Jeff co-founded the Weather Underground in 1995 while working on his Ph.D. He flew with the NOAA Hurricane Hunters from 1986-1990.
By: Dr. Jeff Masters , 4:54 PM GMT on September 20, 2005
Rita was upgraded to a hurricane this morning at 9:15 am, and is already a Category 2 hurricane after just four hours. The 4:00 pm EDT hurricane hunter mission found winds at 10,000 feet of 89 knots (102 mph), which corresponds to surface winds of 92 mph. The SFMR instrument on the NOAA hurricane hunter aircraft found surface winds of 100 mph, making Rita a Category 2 hurricane. The central pressure was 973 mb, down 12 mb in the past 9 hours. At this rate of intensification, Rita will be a Category 3 hurricane tomorrow. The Key West radar loop is most impressive the past three hours, showing a rapidly intensifying hurricane with strong spiral banding, and a solid eyewall forming.
Here are the peak wind gusts as of 4:30 pm EDT from Rita:
53 mph at Marathon Airport
60 mph at Key West International Airport
58 mph at Molasses Reef light
48 mph at Long Key light
78 mph at Sombrero Key light
92 mph at Sand Key light (60 mph sustained)

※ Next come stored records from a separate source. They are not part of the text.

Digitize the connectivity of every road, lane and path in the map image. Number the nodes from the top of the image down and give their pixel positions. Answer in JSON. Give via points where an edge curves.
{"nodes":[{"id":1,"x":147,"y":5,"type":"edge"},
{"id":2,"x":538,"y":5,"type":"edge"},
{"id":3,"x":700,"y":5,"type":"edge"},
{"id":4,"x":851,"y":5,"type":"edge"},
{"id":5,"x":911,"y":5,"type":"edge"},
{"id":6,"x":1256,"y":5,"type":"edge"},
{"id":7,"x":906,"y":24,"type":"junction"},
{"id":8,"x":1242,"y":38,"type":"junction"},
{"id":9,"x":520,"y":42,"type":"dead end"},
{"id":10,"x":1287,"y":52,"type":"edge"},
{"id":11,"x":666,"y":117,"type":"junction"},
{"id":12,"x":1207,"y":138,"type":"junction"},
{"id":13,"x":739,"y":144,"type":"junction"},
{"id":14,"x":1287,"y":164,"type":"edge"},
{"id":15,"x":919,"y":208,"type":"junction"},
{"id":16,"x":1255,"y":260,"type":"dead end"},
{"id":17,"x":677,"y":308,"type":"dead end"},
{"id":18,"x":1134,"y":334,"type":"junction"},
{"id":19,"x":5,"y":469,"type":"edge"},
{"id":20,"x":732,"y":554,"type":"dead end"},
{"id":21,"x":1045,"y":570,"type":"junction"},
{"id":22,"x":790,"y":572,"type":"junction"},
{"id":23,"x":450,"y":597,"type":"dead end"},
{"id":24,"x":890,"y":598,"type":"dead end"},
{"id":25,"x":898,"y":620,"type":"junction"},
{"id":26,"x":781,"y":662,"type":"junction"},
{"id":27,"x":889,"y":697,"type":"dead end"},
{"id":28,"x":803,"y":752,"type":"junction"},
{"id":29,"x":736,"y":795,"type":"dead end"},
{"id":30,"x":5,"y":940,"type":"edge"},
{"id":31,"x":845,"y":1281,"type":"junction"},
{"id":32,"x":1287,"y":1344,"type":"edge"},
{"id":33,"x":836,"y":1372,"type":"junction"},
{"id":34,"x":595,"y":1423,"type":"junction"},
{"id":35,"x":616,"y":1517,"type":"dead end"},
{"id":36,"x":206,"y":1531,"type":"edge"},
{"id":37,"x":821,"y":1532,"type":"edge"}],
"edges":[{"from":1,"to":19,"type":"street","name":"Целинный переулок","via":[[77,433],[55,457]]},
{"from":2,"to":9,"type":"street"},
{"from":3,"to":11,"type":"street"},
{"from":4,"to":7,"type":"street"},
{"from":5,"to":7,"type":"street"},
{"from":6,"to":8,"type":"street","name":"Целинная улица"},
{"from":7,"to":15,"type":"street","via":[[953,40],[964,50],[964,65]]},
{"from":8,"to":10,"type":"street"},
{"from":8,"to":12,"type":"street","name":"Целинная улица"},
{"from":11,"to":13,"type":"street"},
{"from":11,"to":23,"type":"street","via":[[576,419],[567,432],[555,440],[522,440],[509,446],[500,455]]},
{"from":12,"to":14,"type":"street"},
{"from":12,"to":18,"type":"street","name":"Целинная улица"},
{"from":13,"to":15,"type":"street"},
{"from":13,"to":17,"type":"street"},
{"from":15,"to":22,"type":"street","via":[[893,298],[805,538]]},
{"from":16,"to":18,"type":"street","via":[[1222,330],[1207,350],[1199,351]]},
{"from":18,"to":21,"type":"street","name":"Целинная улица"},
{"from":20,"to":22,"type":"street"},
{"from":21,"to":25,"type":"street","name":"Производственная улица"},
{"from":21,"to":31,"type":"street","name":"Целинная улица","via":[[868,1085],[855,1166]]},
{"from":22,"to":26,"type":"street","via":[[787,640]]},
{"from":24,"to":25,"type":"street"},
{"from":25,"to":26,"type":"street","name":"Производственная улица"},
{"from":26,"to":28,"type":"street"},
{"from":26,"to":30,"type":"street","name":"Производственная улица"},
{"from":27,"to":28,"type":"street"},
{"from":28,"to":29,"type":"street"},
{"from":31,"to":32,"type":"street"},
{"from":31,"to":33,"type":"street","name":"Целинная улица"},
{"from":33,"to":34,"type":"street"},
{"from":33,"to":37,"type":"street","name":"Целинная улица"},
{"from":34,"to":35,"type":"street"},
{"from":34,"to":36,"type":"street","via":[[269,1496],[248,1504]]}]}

50 mph at Dry Tortugas light
65 mph at Fowey Rocks
The northern eyewall passed just south of the lower Keys and Key West between 1 pm and 3 pm today, sparing the lower Keys the brunt of the storm's fury. The Lower Keys escaped with sustained winds of 40 - 50 mph and gusts to 60 mph. A storm surge of 4 - 6 feet did accompany the arrival of the eyewall. The Florida Highway patrol has reported water and
wave action over the Overseas Highway in a number of areas. The Overseas Highway at 73.5 mile marker is impassable and has been barricaded to all traffic. It looks like Key West's hurricane grotto protected the city again! If Rita had tracked just 50 miles further north and started its intensification cycle 24 hours earlier, much of Key West might have been serioussly damaged with some loss of life.
Rita in the Gulf
As Rita continues on into the Gulf of Mexico tonight, continued strengthening is expected. The shear over her has dropped below 5 knots, and may decrease further. The upper level outflow has improved considerably today, and Rita now has a more circular and symmetric appearance with excellent outflow on all sides. The water under Rita will remain in the 30 - 31C range until Wednesday morning, then cool off to 29 - 30C over the middle of the Gulf of Mexico, where the cooler waters stirred up to the surface by Hurricane Katrina still remain. These cooler waters should keep Rita in the strong Category 2 to strong Category 3 range as she moves across the central Gulf. Once Rita approaches the coast of Texas, the cold water wake of Katrina ends and water temperatures warm up to about 30C, which may allow some intensification. Rita will be a Category 2, 3, or 4 hurricane by landfall in Texas on Saturday. The 8am of the GFS model indicates Rita may be a Category 4 at landfall.
Figure 2.Sea Surface temperatures for Monday, September 19. Note the cooler wake in the center of the Gulf left by Katrina.
Threat to Louisiana fades
Last night, the NOAA jet flew its first mission into Rita, and collected high-density data used to initialize last night's computer model runs. The models are more tightly clustered than before, and now all the models point to a landfall in Texas Saturday, somewhere between Brownsville and Galveston. NHC thinks that their current projected landfall point near Matagorda, TX is more reliable than usual. If we take the average NHC 4-day forecast track error of 200 miles and knock it down by 50 miles or so since we're assuming NHC is correct about their more reliable than usual forecast, this gives a probable landfall point somewhere between Corpus Christi and the Texas/Louisiana border. So, western Louisiana is still at considerable risk, but New Orleans will miss this hurricane.
Stong westerly winds have started to tear Philippe apart, and he is now a tropical storm. Philippe is not expected to affect any land areas, including Bermuda, as he heads north and then northeast, out to sea.
Wave between Africa and the Antilles
The large low pressure system halfway between Africa and the Antilles islands has been absorbed by Philippe and is no longer a threat. Later in the week, the shear over the central Atlantic is expected to decrease, and we could see another tropical storm form in this region.